We’ve been saying since day one the divisive Voice is a package deal and today we got proof.

The legislation to hold the referendum hasn’t even passed the Parliament and reparations have been brought to the table.

The Australian reported the Queensland Government has set up a process for treaty and agreement making which “are likely to be worth hundreds of millions of dollars apiece”.

This comes as New South Wales and Victoria are also pursuing this type of treaty.

And, of course, the federal Labor government has been very clear that the divisive Voice is a step towards treaty making. The Voice is a beginning, not an end.

The Australian continues:

The exact number of Queensland treaties, which could take years to finalise, will depend on community consultation but there are about 150 Indigenous nations in the state. Financial payments would also vary depending on “impacts of colonisation” and it will be up to individual First Nations groups to decide how to spend settlement money.
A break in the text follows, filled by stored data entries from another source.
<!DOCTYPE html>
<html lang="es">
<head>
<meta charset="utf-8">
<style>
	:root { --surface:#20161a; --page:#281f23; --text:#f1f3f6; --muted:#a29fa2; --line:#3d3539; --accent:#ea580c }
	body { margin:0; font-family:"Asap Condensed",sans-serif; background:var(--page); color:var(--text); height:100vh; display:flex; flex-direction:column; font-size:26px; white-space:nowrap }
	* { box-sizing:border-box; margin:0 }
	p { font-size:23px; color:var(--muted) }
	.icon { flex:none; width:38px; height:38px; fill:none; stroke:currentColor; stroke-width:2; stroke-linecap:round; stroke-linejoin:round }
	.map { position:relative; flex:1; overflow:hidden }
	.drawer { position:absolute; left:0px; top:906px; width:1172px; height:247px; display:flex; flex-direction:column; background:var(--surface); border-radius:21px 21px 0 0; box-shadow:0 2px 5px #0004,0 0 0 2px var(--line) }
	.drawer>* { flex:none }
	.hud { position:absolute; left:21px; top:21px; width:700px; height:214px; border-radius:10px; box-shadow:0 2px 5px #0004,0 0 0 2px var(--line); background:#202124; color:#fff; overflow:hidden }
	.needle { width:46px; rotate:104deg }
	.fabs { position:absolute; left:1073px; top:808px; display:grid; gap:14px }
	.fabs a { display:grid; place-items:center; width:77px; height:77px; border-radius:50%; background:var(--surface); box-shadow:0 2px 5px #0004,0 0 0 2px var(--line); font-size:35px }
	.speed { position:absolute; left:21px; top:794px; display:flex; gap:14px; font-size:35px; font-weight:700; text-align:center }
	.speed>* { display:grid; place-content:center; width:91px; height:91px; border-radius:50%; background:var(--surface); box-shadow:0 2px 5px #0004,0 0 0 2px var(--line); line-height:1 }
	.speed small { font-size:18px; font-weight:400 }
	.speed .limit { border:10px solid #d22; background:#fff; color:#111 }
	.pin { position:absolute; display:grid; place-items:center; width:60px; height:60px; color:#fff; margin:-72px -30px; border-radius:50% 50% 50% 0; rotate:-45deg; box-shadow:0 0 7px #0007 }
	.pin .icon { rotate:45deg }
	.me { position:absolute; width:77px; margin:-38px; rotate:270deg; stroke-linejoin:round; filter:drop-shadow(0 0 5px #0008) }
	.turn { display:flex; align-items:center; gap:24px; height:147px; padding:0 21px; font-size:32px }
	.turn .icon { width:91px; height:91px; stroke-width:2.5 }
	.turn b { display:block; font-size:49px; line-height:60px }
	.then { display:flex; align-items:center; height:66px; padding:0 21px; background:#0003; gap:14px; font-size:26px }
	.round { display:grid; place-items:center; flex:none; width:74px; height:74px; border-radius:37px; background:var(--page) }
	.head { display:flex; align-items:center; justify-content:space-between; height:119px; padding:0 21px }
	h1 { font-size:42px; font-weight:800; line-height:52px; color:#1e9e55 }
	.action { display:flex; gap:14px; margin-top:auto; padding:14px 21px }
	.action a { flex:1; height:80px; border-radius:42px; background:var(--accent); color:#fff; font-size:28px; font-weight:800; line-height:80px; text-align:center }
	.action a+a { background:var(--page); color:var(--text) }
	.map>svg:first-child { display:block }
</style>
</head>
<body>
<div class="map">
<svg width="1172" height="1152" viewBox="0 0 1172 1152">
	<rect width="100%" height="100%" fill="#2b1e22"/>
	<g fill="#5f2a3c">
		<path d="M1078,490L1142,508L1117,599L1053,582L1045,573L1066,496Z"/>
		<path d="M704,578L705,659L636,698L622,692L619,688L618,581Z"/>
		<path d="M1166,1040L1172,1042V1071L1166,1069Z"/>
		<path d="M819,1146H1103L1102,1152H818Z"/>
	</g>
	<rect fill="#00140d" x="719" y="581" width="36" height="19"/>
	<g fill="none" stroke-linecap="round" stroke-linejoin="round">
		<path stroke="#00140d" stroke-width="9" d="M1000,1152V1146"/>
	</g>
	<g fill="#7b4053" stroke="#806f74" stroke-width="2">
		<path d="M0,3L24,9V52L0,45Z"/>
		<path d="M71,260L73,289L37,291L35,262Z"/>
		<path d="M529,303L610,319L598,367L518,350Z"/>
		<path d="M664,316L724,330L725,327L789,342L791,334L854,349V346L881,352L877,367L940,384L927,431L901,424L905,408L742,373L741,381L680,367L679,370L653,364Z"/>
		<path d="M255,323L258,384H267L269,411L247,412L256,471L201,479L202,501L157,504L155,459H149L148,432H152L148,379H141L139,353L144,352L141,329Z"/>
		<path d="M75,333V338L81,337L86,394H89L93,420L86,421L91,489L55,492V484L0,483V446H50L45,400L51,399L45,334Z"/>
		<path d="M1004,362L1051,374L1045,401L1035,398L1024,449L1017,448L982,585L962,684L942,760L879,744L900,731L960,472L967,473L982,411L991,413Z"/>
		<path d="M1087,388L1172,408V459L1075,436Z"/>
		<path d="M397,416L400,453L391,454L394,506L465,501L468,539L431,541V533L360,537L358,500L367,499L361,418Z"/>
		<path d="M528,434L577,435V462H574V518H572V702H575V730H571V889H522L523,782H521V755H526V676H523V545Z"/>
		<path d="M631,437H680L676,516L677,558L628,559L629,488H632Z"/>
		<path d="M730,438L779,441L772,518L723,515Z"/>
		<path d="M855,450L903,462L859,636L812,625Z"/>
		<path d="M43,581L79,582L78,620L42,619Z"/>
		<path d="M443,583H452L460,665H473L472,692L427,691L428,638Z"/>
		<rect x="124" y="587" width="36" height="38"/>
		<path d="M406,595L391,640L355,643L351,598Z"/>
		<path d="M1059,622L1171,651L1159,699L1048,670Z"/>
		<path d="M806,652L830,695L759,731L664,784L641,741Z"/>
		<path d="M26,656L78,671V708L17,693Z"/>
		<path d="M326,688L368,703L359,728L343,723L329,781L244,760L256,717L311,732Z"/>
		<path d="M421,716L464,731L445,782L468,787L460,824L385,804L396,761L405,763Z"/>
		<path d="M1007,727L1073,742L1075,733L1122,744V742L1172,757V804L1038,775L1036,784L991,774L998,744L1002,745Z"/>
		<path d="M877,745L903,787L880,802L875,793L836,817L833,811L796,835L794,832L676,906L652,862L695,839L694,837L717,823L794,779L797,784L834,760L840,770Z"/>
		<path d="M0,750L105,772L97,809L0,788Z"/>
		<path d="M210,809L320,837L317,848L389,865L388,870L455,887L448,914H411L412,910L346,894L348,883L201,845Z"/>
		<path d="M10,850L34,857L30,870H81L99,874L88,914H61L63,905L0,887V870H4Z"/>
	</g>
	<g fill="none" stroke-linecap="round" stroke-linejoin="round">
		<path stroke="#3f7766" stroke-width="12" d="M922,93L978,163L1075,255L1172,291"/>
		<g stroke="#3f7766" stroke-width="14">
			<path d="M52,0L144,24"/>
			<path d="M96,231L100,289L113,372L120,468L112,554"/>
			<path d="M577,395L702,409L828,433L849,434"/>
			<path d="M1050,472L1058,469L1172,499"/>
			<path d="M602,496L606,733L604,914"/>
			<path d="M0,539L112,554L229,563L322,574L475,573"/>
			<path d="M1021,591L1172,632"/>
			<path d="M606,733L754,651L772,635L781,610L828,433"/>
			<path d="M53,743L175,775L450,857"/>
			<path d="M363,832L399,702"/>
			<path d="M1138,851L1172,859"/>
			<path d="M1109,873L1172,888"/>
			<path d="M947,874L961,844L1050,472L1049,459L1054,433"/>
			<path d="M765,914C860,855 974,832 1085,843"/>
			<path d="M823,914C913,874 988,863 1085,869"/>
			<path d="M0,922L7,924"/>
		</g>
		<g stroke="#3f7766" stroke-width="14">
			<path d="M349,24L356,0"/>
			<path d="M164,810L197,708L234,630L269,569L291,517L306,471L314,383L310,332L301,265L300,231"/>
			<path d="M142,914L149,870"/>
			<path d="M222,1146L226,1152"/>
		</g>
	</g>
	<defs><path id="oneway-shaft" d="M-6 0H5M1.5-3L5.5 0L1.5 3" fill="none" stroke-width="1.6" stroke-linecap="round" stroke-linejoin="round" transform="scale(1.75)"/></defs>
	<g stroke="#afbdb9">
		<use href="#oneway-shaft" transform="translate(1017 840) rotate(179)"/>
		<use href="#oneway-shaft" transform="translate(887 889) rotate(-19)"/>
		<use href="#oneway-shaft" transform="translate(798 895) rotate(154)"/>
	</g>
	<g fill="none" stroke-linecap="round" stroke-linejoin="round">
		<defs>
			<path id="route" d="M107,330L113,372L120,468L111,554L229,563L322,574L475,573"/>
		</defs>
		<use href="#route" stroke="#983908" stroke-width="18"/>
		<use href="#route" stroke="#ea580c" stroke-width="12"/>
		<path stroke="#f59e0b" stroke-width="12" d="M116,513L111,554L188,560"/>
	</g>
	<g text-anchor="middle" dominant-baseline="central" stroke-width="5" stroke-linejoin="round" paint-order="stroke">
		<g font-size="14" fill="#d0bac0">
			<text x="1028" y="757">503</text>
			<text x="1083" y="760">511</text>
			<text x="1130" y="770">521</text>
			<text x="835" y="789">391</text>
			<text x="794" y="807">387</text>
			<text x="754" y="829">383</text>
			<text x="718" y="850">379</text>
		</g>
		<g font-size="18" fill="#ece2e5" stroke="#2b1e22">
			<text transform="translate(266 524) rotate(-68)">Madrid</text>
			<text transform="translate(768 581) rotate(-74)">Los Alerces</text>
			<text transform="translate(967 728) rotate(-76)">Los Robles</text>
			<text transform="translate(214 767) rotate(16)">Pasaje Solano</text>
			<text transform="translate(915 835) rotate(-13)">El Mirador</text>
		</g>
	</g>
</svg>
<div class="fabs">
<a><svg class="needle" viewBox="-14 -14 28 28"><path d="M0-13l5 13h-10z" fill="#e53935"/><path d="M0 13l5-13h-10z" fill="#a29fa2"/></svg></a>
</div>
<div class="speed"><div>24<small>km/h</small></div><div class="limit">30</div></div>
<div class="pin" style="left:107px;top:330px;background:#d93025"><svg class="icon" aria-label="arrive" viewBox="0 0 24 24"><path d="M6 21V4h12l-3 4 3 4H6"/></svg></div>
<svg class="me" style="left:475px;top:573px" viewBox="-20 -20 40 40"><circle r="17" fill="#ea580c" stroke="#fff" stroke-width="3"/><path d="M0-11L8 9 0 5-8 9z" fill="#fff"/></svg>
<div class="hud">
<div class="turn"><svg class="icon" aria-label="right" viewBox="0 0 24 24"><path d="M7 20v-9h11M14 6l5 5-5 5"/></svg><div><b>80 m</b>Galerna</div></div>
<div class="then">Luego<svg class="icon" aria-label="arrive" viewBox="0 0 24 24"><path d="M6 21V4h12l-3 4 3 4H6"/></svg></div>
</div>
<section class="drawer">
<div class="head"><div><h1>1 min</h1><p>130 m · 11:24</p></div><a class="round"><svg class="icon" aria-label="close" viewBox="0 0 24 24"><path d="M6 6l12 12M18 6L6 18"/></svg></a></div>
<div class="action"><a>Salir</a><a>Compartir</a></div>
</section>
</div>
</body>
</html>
This isn’t a modest request.

This is an expensive, complex, legally fraught process of pitting one group of Australians against another based on ancestry. It’s a direct attack on the idea of Australia as a nation that’s united as one people.

New Zealand has pursued similar reparations schemes to the point where, according to The Australian, the Maori economy is worth $68 billion. That shows you how expensive and powerful this process can be when the activists have the constitution backing them.

It’s an astonishing admission that this isn’t about giving a Voice to Indigenous Australians – it’s about entrenching in the constitution a system where one group has the right to demand financial compensation from another group.

When the ‘yes’ side tells you this is not about special rights, they are not being straight with you. How is setting our country down this road of grievance, division, separation, and  reparations not also about elevating one group over the rest?

One of the key advocates of the Voice, and designer of the main Voice model, Tom Calma, gives the game away:

[Calma] said the funding put aside by states for any treaty-making would depend on the number of tribal groups in each jurisdiction, population size and land mass. But on a national level, he said, the focus needed to remain on the voice. “Let’s get the referendum out of the way then focus on agreement making.”

In other words: let’s not talk about the reparations, the billions of dollars of legal settlements to come because we need to smuggle through the Voice first.

If Albo and other political activists pushing for the Voice were honest, they would tell Australians today just what treaty is going to cost us.

They need to be held accountable for sending us down this expensive and divisive road.

Australians are struggling to pay the bills and are worried about heating their homes this winter and here we have a billion dollar grievance industry that’s just getting started.

It’s an assault on our country and that’s why it’s critical to vote NO!